About 10 days after laying them, the kids got the paddling pool out and created some small tidal waves. Some of the water went on one side of the patio and on that side the following day the slabs almost jumped in the air. I’ve since been able to go around and literally pick the slabs on that side up with my fingers. The other side, where there were no splashes seems pretty much fine (although my confidence is rocking nearly as much as the slabs). Where the slabs have come up, the layer of SBR remained stuck to the base and almost none of it is stuck to the slabs.
Since then, it’s rained, and where rain has fallen on the exposed SBR, it’s expanded so that it’s now forming a slightly domed crusty layer above the base which cracks if you stand on it or pull on it. None of it has stuck to the slabs, and the rain seems to have unstuck it from the base. Naturally I’m expecting the remaining area of patio to pop up when it rains some more!
So, my question - where did I go so wrong with the SBR? I think my very first mistake was a mortar mix that was too dry and not using SBR as a bond bridge when I first laid them, but I don’t understand why my SBR remedy seems to be no stickier and water resistant than just a layer of regular mortar.
My SBR mixing method was to pour maybe quarter of a litre into a bucket and then add cement while mixing with a paddle mixer on a drill until it was blue and like custard. I would then pour and trowel this onto the base and lay each individual the slab on top, tapping it into place. One slab at a time.
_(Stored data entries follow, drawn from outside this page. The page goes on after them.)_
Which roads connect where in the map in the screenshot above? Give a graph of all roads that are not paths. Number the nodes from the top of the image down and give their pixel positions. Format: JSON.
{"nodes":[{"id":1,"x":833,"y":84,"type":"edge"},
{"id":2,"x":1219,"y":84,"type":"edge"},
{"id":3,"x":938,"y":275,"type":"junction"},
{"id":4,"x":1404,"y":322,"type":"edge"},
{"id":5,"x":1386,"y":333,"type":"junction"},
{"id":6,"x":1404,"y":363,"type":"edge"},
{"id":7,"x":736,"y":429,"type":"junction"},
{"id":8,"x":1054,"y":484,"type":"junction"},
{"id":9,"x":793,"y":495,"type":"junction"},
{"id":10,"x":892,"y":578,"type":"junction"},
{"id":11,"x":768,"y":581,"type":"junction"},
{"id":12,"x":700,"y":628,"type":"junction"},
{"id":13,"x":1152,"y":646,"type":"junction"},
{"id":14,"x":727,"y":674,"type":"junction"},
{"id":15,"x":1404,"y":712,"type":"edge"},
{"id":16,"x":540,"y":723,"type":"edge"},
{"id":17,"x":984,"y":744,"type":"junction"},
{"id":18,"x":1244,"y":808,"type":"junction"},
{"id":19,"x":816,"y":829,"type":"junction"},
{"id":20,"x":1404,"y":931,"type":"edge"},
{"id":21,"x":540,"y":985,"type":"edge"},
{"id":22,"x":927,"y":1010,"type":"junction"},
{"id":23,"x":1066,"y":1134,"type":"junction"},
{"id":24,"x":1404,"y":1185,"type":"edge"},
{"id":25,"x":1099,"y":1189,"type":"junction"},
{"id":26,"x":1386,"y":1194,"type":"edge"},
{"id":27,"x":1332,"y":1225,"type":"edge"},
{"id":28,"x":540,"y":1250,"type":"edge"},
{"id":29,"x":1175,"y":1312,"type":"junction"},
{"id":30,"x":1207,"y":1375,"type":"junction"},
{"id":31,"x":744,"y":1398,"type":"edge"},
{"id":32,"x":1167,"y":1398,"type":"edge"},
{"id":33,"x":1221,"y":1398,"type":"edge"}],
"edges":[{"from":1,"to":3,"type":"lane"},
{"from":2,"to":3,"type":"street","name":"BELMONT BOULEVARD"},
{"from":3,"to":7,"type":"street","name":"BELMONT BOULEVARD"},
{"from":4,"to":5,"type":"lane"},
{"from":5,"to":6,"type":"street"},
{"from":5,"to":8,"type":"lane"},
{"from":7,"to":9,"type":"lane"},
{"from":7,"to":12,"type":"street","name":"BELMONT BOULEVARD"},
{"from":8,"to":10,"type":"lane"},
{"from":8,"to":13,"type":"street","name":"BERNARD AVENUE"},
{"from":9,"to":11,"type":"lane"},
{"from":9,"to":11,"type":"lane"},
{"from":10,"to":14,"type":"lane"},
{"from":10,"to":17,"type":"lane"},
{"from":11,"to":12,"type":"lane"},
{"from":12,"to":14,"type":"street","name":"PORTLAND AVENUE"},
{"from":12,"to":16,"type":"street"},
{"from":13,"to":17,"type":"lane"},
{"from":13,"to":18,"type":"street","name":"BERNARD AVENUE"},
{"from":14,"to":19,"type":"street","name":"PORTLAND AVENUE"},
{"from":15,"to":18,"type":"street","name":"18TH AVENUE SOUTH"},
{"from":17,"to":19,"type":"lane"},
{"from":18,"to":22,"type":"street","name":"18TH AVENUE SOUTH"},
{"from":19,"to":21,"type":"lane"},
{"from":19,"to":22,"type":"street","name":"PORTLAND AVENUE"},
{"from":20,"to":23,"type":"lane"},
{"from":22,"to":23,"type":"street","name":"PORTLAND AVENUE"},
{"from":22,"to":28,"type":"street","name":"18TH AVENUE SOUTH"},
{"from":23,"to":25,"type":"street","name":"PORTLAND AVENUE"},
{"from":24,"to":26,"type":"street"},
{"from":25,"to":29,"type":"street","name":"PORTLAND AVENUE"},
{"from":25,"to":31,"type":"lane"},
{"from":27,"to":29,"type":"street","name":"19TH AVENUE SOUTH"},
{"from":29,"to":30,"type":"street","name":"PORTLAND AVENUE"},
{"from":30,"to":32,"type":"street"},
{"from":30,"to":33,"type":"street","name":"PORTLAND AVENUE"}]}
Stumped and thinking about turfing the whole lot
Thanks in advance for any advice or help.
Hands up, I’m a DIYer with a small amount of experience with building things, but new to paving ‘n’ patios. Most of what I know is gleaned from Tony’s excellent site.
I’m trying to get some 600x600x20 granite slabs down as a new patio and I can’t get them to stay down.
Site was dug out to about 150mm depth, type 1 whackered down and then slabs laid on a 40mm sharp sand mix of 6:1, moist but not wet. I now wonder if I should have been wetter. After the first attempt, maybe 20% came loose after a few weeks and lifted with ease. The base seemed solid enough so I relaid the loose ones on a thin layer of SBR/cement mix to try to glue them down.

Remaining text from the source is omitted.